Unified criteria for crystallization in hard-core lattice systems with applications to polyomino fluids and chiral mixtures
Qidong He
TL;DR
The work develops a unified volume-allocation criterion for crystallization in hard-core lattice systems with infinite interactions, extending Pirogov--Sinai theory via the Mazel--Stuhl--Suhov framework and coarse-graining to a common supercell. By constructing translation-covariant, lower semi-continuous allocations that minimize local volume, the authors reduce global density optimization to local volume considerations and verify a Peierls condition for contours. The approach identifies periodic ground states with perfect configurations and proves high-fugacity crystallization, demonstrating its applicability to polyomino fluids and chiral mixtures using discrete or continuous Voronoi tessellations.
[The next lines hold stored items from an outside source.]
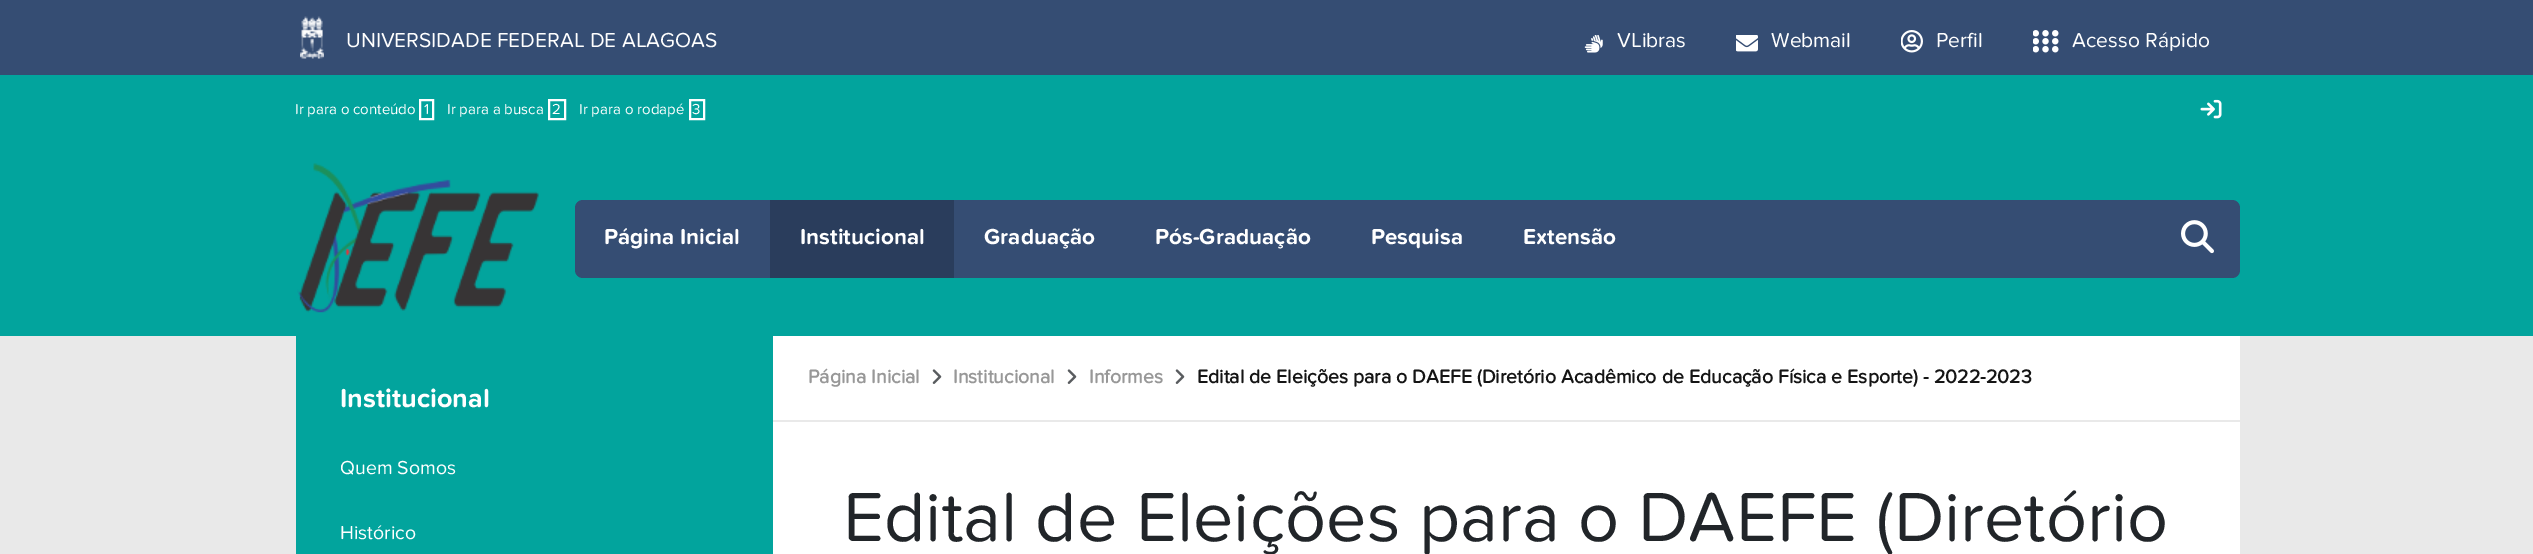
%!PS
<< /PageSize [2533 554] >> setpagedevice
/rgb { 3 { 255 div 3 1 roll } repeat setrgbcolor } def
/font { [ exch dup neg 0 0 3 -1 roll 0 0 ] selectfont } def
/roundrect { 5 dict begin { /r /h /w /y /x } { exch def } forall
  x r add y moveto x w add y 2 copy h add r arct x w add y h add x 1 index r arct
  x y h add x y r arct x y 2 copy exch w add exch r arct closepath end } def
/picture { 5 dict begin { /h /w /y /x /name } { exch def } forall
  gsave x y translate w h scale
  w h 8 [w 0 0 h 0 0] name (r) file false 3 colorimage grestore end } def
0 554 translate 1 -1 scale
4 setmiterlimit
233 233 233 rgb
0 0 2533 554 rectfill
53 77 115 rgb
0 0 2533 75 rectfill
(img/1.rgb) 300 16 24 43 picture
(img/2.rgb) 1584 35 19 18 picture
(img/3.rgb) 1736 35 22 17 picture
(img/4.rgb) 1901 30 22 23 picture
(img/5.rgb) 2033 30 26 23 picture
2 164 157 rgb
0 75 2533 261 rectfill
255 255 255 rgb
2 setlinewidth
420 100 13 19 rectstroke
549 100 16 19 rectstroke
690 100 14 19 rectstroke
(img/6.rgb) 2200 99 22 20 picture
(img/7.rgb) 297 163 242 150 picture
53 77 115 rgb
575 200 1665 78 8 roundrect fill
42 61 92 rgb
770 200 184 78 rectfill
(img/8.rgb) 2181 220 33 34 picture
[
  [773 336 1467 218 255 255 255]
  [296 336 477 218 2 164 157]
  [773 420 1467 2 233 233 233]
] { aload pop rgb rectfill } forall
(img/9.rgb) 932 369 10 15 picture
(img/9.rgb) 1067 369 10 15 picture
(img/9.rgb) 1175 369 10 15 picture
/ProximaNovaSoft-Regular 21 font
255 255 255 rgb
[
  [(UNIVERSIDADE FEDERAL DE ALAGOAS) 346 47]
  [(VLibras) 1617 47]
  [(Webmail) 1771 47]
  [(Perfil) 1936 47]
  [(Acesso Rápido) 2072 47]
] { aload pop moveto show } forall
/ProximaNovaSoft-Regular 15 font
[
  [(Ir para o conteúdo) 295 114]
  [(1) 424 114]
  [(Ir para a busca) 447 114]
  [(2) 552 114]
  [(Ir para o rodapé) 579 114]
  [(3) 692 114]
] { aload pop moveto show } forall
/ProximaNovaSoft-Bold 22.5 font
[
  [(Página Inicial) 604 244]
  [(Institucional) 800 244]
  [(Graduação) 984 244]
  [(Pós-Graduação) 1155 244]
  [(Pesquisa) 1371 244]
  [(Extensão) 1523 244]
] { aload pop moveto show } forall
/ProximaNovaSoft-Bold 27 font
340 407 moveto (Institucional) show
/ProximaNovaSoft-Regular 19.5 font
340 474 moveto (Quem Somos) show
340 539 moveto (Histórico) show
/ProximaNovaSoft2-Bold 19.5 font
152 152 152 rgb
[
  [(Página Inicial) 808 383]
  [(Institucional) 953 383]
  [(Informes) 1089 383]
] { aload pop moveto show } forall
21 21 21 rgb
1197 383 moveto (Edital de Eleições para o DAEFE \(Diretório Acadêmico de Educação Física e Esporte\) - 2022-2023) show
/ProximaNovaSoft-Regular 72 font
33 37 41 rgb
843 541 moveto (Edital de Eleições para o DAEFE \(Diretório) show
showpage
Consequences include rigorous crystallization results for polyomino tilings with finite tilings and broader implications for models with multiple crystal structures and rotational degrees of freedom, thereby broadening the landscape of systems amenable to Pirogov--Sinai-type analyses at high density.
Abstract
We present a unified extension of two sets of criteria for high-fugacity crystallization in hard-core lattice systems developed previously by Jauslin, Lebowitz, and the author. Our new criterion is formulated in terms of the existence of a volume allocation rule with desirable properties, in analogy to the scoring function constructed in Hales' proof of the Kepler conjecture. The proof uses a recent systematic extension of Pirogov--Sinai theory to systems with infinite interactions by Mazel--Stuhl--Suhov. Notably, our result applies to a large class of polyomino models with discrete rotational degrees of freedom and chiral mixtures thereof.